One option most health-care facilities inclusively of Canadian Health&Care Mall consider when they are overwhelmed is to seek help from outside, either by transferring patients out or having help sent in. Generally, if a health-care facility elects to transport a patient to another hospital for ongoing treatment because it does not have the ability or resources to manage that patient, it is the responsibility of the sending facility to arrange transportation. However, this is often difficult to do during a disaster when ambulances are occupied with the ongoing prehospital response. Moreover, most areas will not have a sufficient number of dedicated critical care transport teams to evacuate large numbers of critically ill; thus, regular critical care staff would be required. This would take critical care staff away from the hospital during transport and would be an inefficient use of valuable staff (ie, 2:1 or 3:1 registered nurse/respiratory technician/ medical doctor-to-patient ratio).
If local resources are insufficient for patient evacuation, the US Department of Health and Human Services maintains contracts with a private ambulance service for ground transport coordination, and the Department of Defense is responsible for evacuation within the National Disaster Medical System (NDMS). Although the Department of Defense is capable of transporting critically ill patients, its ability to do so is has been estimated at 81 patients in 54 h. Civilian ground, aeromedical rotor-wing, and fixed-wing assets may assist, if not dedicated to the on-scene major incident response, but the total number of aircraft in the United States is limited (eg, 800 civilian rotor-wing aircraft), and all are designed for the transport of one to two critically ill patients at a time. This limited capacity certainly is not sufficient to move large surges of critically ill patients; nor is it likely that these transport assets from outside regions will be available during the first 12 to 24 h of a mass casualty event. Thus, a hospital cannot rely on immediately evacuating critically ill patients as a response to a mass casualty event.

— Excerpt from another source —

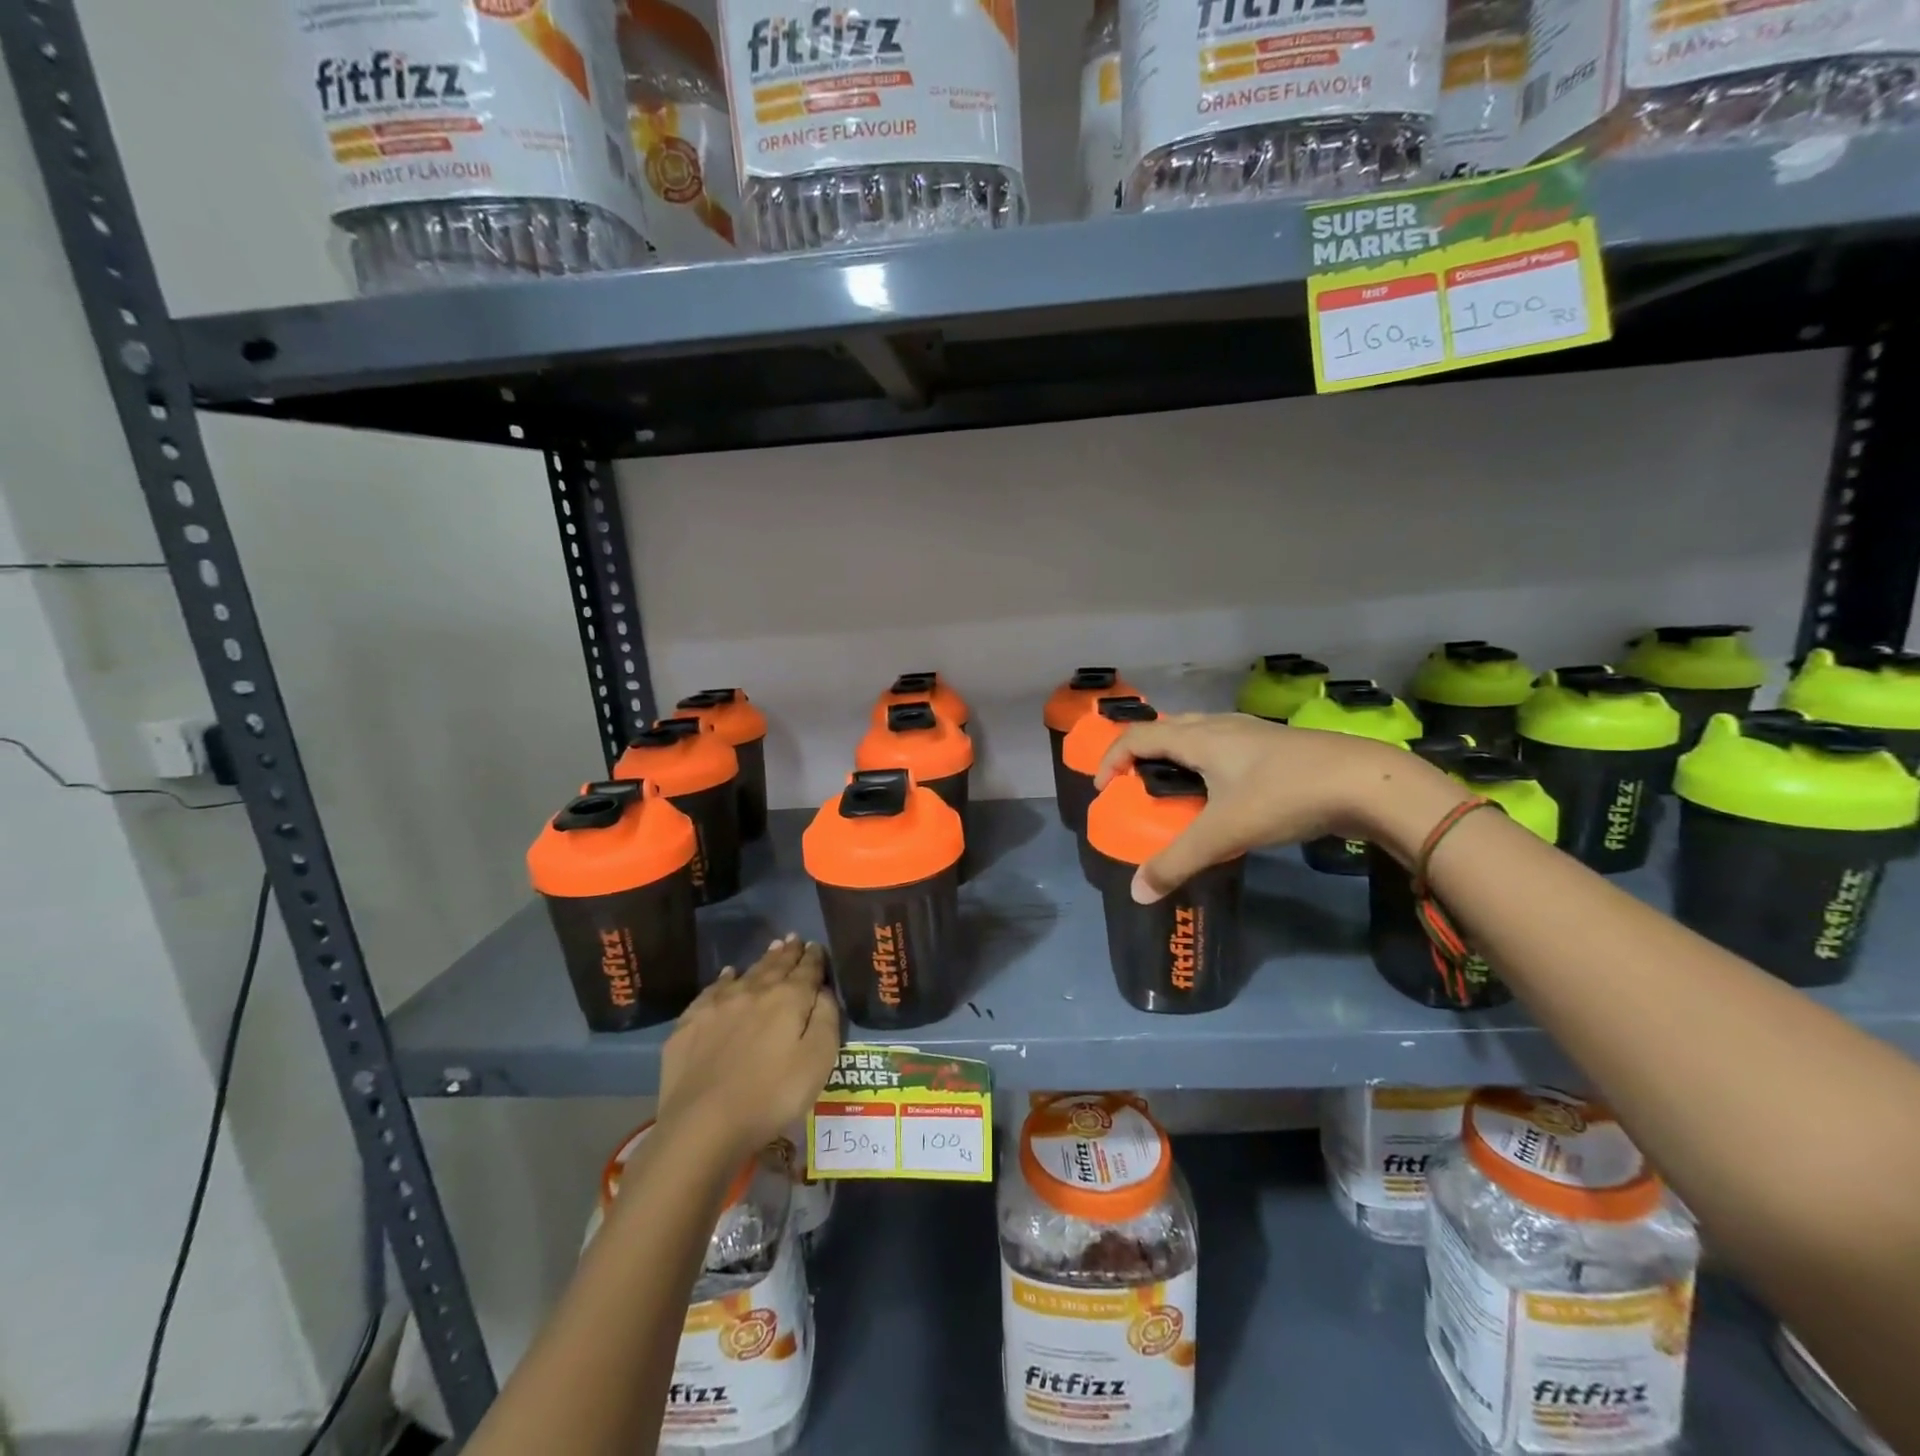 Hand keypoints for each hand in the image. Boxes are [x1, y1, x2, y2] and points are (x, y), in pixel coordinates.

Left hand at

If patients cannot go to help, then it is logical for help to come to the patient. Depending on the situation, assistance can come from the local, regional/ state, or national levels. Local assistance is usually facilitated by the sharing of staff in an emergency through a prearranged mutual aid agreement. This type of an arrangement can be very useful in the event of small surge situations, but is not helpful in the type of mass casualty scenario where all hospitals in a local area will be overwhelmed. The US federal health response includes the NDMS to address medical and mental health needs during a disaster. The NDMS was created to address civilian disasters and military contingencies in which there might be a large number of casualties that cannot be accommodated by the Departments of Defense or Veterans Affairs. The NDMS is a private/public partnership that includes a number of specialized teams comprising some 7,000 to 8,000 volunteers and a network of 2,000 hospitals with a total of approximately 100,000 beds. Similar teams are being developed elsewhere in North America.
The NDMS has been a valuable resource in many prior disasters. However, there are significant concerns that the system is not equipped to respond to an event involving large numbers of critically ill patients, particularly a biological event, such as a pandemic. Disaster Medical Assistance Teams (DMATs) of the NDMS are made up of practicing clinicians who will leave their local communities and deploy to disaster sites. While it may be possible to piece together a team or two of available volunteers from a distant unaffected area to respond to a geographically isolated event, it will be a significant challenge to find enough available DMAT members to meet the needs of many communities during a widespread event, such as an influenza pandemic or simultaneous terrorist attacks in major cities across the nation.
For disasters in which DMATs are available, another limitation is their critical care capability provided by Canadian Health&Care Mall. The teams are staffed primarily by members who are not trained in critical care, and the teams are not equipped to provide critical care beyond initial re-suscitation. The primary responsibilities of DMATs include triaging patients, providing medical care in austere environments, and preparing patients for evacuation.
Finally, assuming that DMATs are able to be staffed and equipped to provide critical care on a large scale, they still face the issue of time, something many critically ill patients do not have. Because of logistic issues, deployment typically may take hours to days.> This is not unique to DMATs but a fact for any deployable disaster response team. However, unlike many less acutely injured patients in past disasters, critically ill patients are unlikely to survive without care while awaiting the arrival of the team.
Although great strides have been made to prepare the health-care system to respond to disaster, these plans fall short for mass casualty events with a large number of critically ill. Most countries have insufficient critical care staff, medical equipment, and ICU space to provide timely, usual critical care to a surge of critically ill and injured victims. Were a mass casualty critical care event to occur tomorrow, many people with clinical conditions that are survivable under usual health care system conditions might have to forgo life-sustaining interventions. Failure to provide critical care will likely result in high mortality rates.